Saved data entries
**********

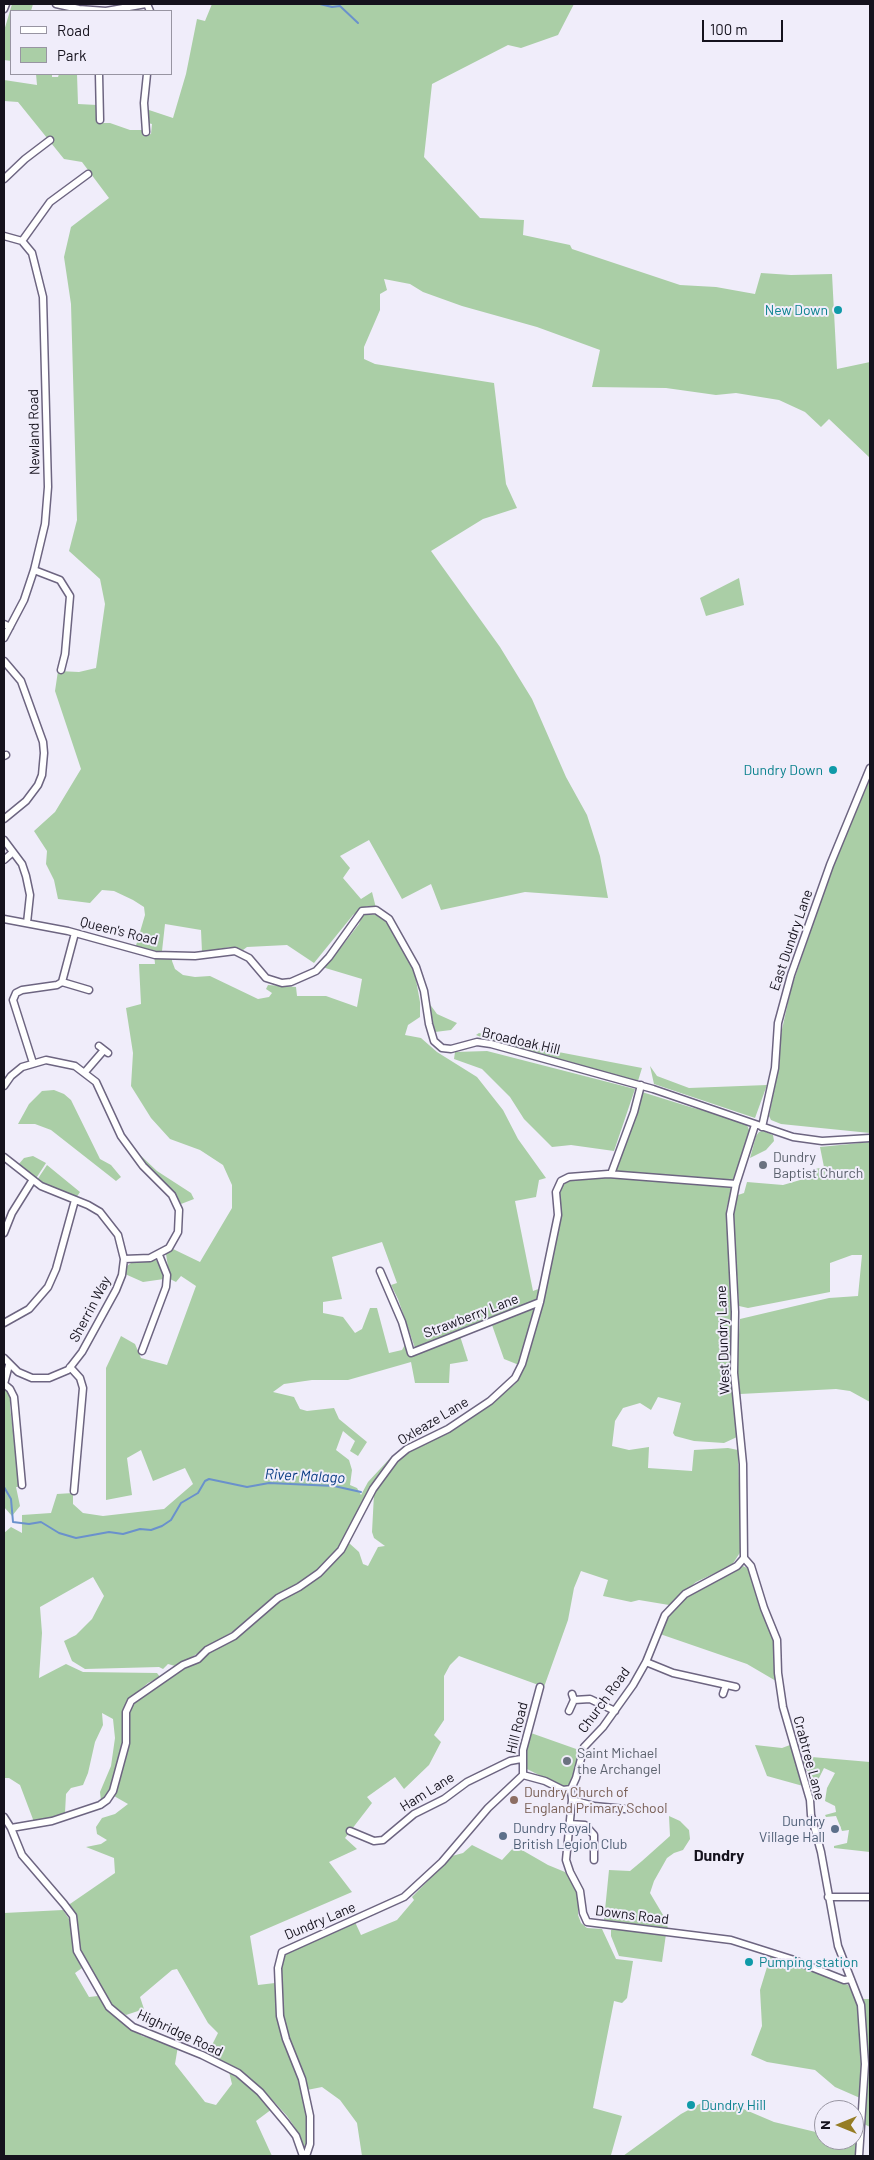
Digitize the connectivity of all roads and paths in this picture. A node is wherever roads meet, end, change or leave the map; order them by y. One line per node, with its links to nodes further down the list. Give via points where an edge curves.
1 (6, 4): 5 (street)
2 (56, 4): 6 (street)
3 (147, 4): 4 (street)
4 (117, 7)
5 (4, 9)
6 (64, 9): 7 (street)
7 (85, 10)
8 (99, 75): 10 (street)
9 (146, 75): 11 (street, via 144,95)
10 (102, 116)
11 (148, 129)
12 (50, 140): 14 (street, via 46,147)
13 (87, 177): 16 (street, via 50,202)
14 (4, 179)
15 (4, 236): 16 (street)
16 (22, 241): 17 (street, Newland Road, via 35,260 44,313 47,502)
17 (34, 570): 19 (street, Newland Road); 22 (street, via 60,580 70,596 68,655)
18 (4, 624): 19 (street)
19 (10, 627): 20 (street, Newland Road)
20 (4, 638)
21 (4, 661): 24 (street, via 21,681 43,742 44,754 38,785 26,801)
22 (61, 670)
23 (870, 768): 39 (street, East Dundry Lane, via 830,865 791,975 778,1023 775,1068)
24 (4, 819)
25 (4, 840): 26 (street)
26 (13, 852): 27 (street); 29 (street, via 22,864 29,886)
27 (4, 860)
28 (4, 920): 29 (street, Queen's Road)
29 (27, 923): 30 (street, Queen's Road)
30 (75, 933): 31 (street, Queen's Road, via 156,955 196,956); 32 (street)
31 (229, 951): 37 (street, Broadoak Hill, via 243,953 266,978 291,982 316,970 330,957 362,912 376,910 390,919 416,967 424,991 428,1024 434,1041 442,1048 484,1043)
32 (62, 982): 33 (street); 35 (street, via 22,990 14,996 13,1004)
33 (89, 990)
34 (104, 1049): 36 (street)
35 (33, 1063): 36 (street, via 59,1061); 38 (street, via 16,1071)
36 (86, 1072): 47 (street, via 99,1088 128,1148 172,1195 178,1206 178,1232 169,1248)
37 (641, 1085): 39 (street, Broadoak Hill); 42 (street)
38 (4, 1086)
39 (759, 1126): 40 (street, Broadoak Hill, via 793,1137 822,1141); 44 (street, West Dundry Lane)
40 (870, 1138)
41 (4, 1157): 43 (street, Sherrin Way)
42 (610, 1174): 44 (street, Oxleaze Lane); 50 (street, Oxleaze Lane, via 569,1177 558,1185 558,1215)
43 (32, 1181): 45 (street, Sherrin Way); 46 (street)
44 (736, 1184): 61 (street, West Dundry Lane, via 730,1214)
45 (75, 1200): 48 (street, Sherrin Way, via 95,1208 110,1222 121,1242); 51 (street, via 56,1270 48,1287 29,1309)
46 (4, 1233)
47 (159, 1255): 48 (street); 52 (street, via 164,1262 167,1280)
48 (124, 1259): 57 (street, Sherrin Way, via 120,1282 82,1352)
49 (380, 1272): 50 (street, Strawberry Lane, via 402,1322 411,1353)
50 (540, 1302): 76 (street, Oxleaze Lane, via 515,1378 490,1401 395,1459 373,1488 355,1528 331,1563 278,1598 234,1636 183,1665 131,1701 126,1712 126,1743 113,1791 107,1800 52,1821)
51 (4, 1323)
52 (144, 1344): 53 (street); 54 (street)
53 (151, 1346)
54 (142, 1351)
55 (4, 1358): 56 (street, Sherrin Way)
56 (9, 1365): 57 (street, Sherrin Way, via 22,1375 37,1378 55,1377); 58 (street)
57 (70, 1367): 60 (street, via 80,1378 83,1388)
58 (4, 1384): 59 (street, via 14,1397)
59 (22, 1485)
60 (77, 1489)
61 (744, 1558): 62 (street, Church Road, via 737,1566 690,1591 670,1609); 79 (street, Crabtree Lane, via 751,1566 778,1640 782,1707 810,1800)
62 (646, 1662): 63 (street, via 673,1673); 68 (street, Church Road)
63 (726, 1685): 65 (street); 66 (street)
64 (540, 1687): 69 (street, Hill Road)
65 (736, 1687)
66 (723, 1694)
67 (570, 1710): 68 (street, via 573,1697 590,1699)
68 (615, 1711): 71 (street, Church Road, via 584,1747)
69 (521, 1759): 70 (street, Hill Road); 77 (street, Ham Lane, via 467,1782 444,1799 414,1814 383,1840 374,1841)
70 (523, 1775): 71 (street, via 539,1778 563,1790); 84 (street, Dundry Lane, via 410,1893 385,1908 282,1952 278,1968 280,2016 302,2079 310,2116 310,2144)
71 (571, 1789): 72 (street, Downs Road)
72 (572, 1800): 73 (street, via 594,1806); 75 (street, Downs Road)
73 (621, 1807)
74 (4, 1817): 76 (street, Highridge Road)
75 (569, 1824): 78 (street, via 586,1825 594,1835); 82 (street, Downs Road, via 568,1867 580,1891 586,1922)
76 (11, 1828): 84 (street, Highridge Road, via 22,1854 72,1916 77,1950 109,2007 132,2027 202,2055 238,2074 260,2092 296,2136)
77 (350, 1831)
78 (594, 1860)
79 (828, 1897): 80 (street); 83 (street, Crabtree Lane, via 838,1946)
80 (870, 1897)
81 (723, 1930): 82 (street)
82 (722, 1938): 83 (street, Downs Road, via 791,1958 844,1980)
83 (851, 1979): 85 (street, Crabtree Lane, via 861,2005 865,2064)
84 (305, 2156)
85 (859, 2156)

**********

Leaving the pictures aside, give back all the records exactly as they are.

= Written response =
Digitize the connectivity of all roads and paths in this picture. A node is wherever roads meet, end, change or leave the map; order them by y. One line per node, with its links to nodes further down the list. Give via points where an edge curves.
1 (6, 4): 5 (street)
2 (56, 4): 6 (street)
3 (147, 4): 4 (street)
4 (117, 7)
5 (4, 9)
6 (64, 9): 7 (street)
7 (85, 10)
8 (99, 75): 10 (street)
9 (146, 75): 11 (street, via 144,95)
10 (102, 116)
11 (148, 129)
12 (50, 140): 14 (street, via 46,147)
13 (87, 177): 16 (street, via 50,202)
14 (4, 179)
15 (4, 236): 16 (street)
16 (22, 241): 17 (street, Newland Road, via 35,260 44,313 47,502)
17 (34, 570): 19 (street, Newland Road); 22 (street, via 60,580 70,596 68,655)
18 (4, 624): 19 (street)
19 (10, 627): 20 (street, Newland Road)
20 (4, 638)
21 (4, 661): 24 (street, via 21,681 43,742 44,754 38,785 26,801)
22 (61, 670)
23 (870, 768): 39 (street, East Dundry Lane, via 830,865 791,975 778,1023 775,1068)
24 (4, 819)
25 (4, 840): 26 (street)
26 (13, 852): 27 (street); 29 (street, via 22,864 29,886)
27 (4, 860)
28 (4, 920): 29 (street, Queen's Road)
29 (27, 923): 30 (street, Queen's Road)
30 (75, 933): 31 (street, Queen's Road, via 156,955 196,956); 32 (street)
31 (229, 951): 37 (street, Broadoak Hill, via 243,953 266,978 291,982 316,970 330,957 362,912 376,910 390,919 416,967 424,991 428,1024 434,1041 442,1048 484,1043)
32 (62, 982): 33 (street); 35 (street, via 22,990 14,996 13,1004)
33 (89, 990)
34 (104, 1049): 36 (street)
35 (33, 1063): 36 (street, via 59,1061); 38 (street, via 16,1071)
36 (86, 1072): 47 (street, via 99,1088 128,1148 172,1195 178,1206 178,1232 169,1248)
37 (641, 1085): 39 (street, Broadoak Hill); 42 (street)
38 (4, 1086)
39 (759, 1126): 40 (street, Broadoak Hill, via 793,1137 822,1141); 44 (street, West Dundry Lane)
40 (870, 1138)
41 (4, 1157): 43 (street, Sherrin Way)
42 (610, 1174): 44 (street, Oxleaze Lane); 50 (street, Oxleaze Lane, via 569,1177 558,1185 558,1215)
43 (32, 1181): 45 (street, Sherrin Way); 46 (street)
44 (736, 1184): 61 (street, West Dundry Lane, via 730,1214)
45 (75, 1200): 48 (street, Sherrin Way, via 95,1208 110,1222 121,1242); 51 (street, via 56,1270 48,1287 29,1309)
46 (4, 1233)
47 (159, 1255): 48 (street); 52 (street, via 164,1262 167,1280)
48 (124, 1259): 57 (street, Sherrin Way, via 120,1282 82,1352)
49 (380, 1272): 50 (street, Strawberry Lane, via 402,1322 411,1353)
50 (540, 1302): 76 (street, Oxleaze Lane, via 515,1378 490,1401 395,1459 373,1488 355,1528 331,1563 278,1598 234,1636 183,1665 131,1701 126,1712 126,1743 113,1791 107,1800 52,1821)
51 (4, 1323)
52 (144, 1344): 53 (street); 54 (street)
53 (151, 1346)
54 (142, 1351)
55 (4, 1358): 56 (street, Sherrin Way)
56 (9, 1365): 57 (street, Sherrin Way, via 22,1375 37,1378 55,1377); 58 (street)
57 (70, 1367): 60 (street, via 80,1378 83,1388)
58 (4, 1384): 59 (street, via 14,1397)
59 (22, 1485)
60 (77, 1489)
61 (744, 1558): 62 (street, Church Road, via 737,1566 690,1591 670,1609); 79 (street, Crabtree Lane, via 751,1566 778,1640 782,1707 810,1800)
62 (646, 1662): 63 (street, via 673,1673); 68 (street, Church Road)
63 (726, 1685): 65 (street); 66 (street)
64 (540, 1687): 69 (street, Hill Road)
65 (736, 1687)
66 (723, 1694)
67 (570, 1710): 68 (street, via 573,1697 590,1699)
68 (615, 1711): 71 (street, Church Road, via 584,1747)
69 (521, 1759): 70 (street, Hill Road); 77 (street, Ham Lane, via 467,1782 444,1799 414,1814 383,1840 374,1841)
70 (523, 1775): 71 (street, via 539,1778 563,1790); 84 (street, Dundry Lane, via 410,1893 385,1908 282,1952 278,1968 280,2016 302,2079 310,2116 310,2144)
71 (571, 1789): 72 (street, Downs Road)
72 (572, 1800): 73 (street, via 594,1806); 75 (street, Downs Road)
73 (621, 1807)
74 (4, 1817): 76 (street, Highridge Road)
75 (569, 1824): 78 (street, via 586,1825 594,1835); 82 (street, Downs Road, via 568,1867 580,1891 586,1922)
76 (11, 1828): 84 (street, Highridge Road, via 22,1854 72,1916 77,1950 109,2007 132,2027 202,2055 238,2074 260,2092 296,2136)
77 (350, 1831)
78 (594, 1860)
79 (828, 1897): 80 (street); 83 (street, Crabtree Lane, via 838,1946)
80 (870, 1897)
81 (723, 1930): 82 (street)
82 (722, 1938): 83 (street, Downs Road, via 791,1958 844,1980)
83 (851, 1979): 85 (street, Crabtree Lane, via 861,2005 865,2064)
84 (305, 2156)
85 (859, 2156)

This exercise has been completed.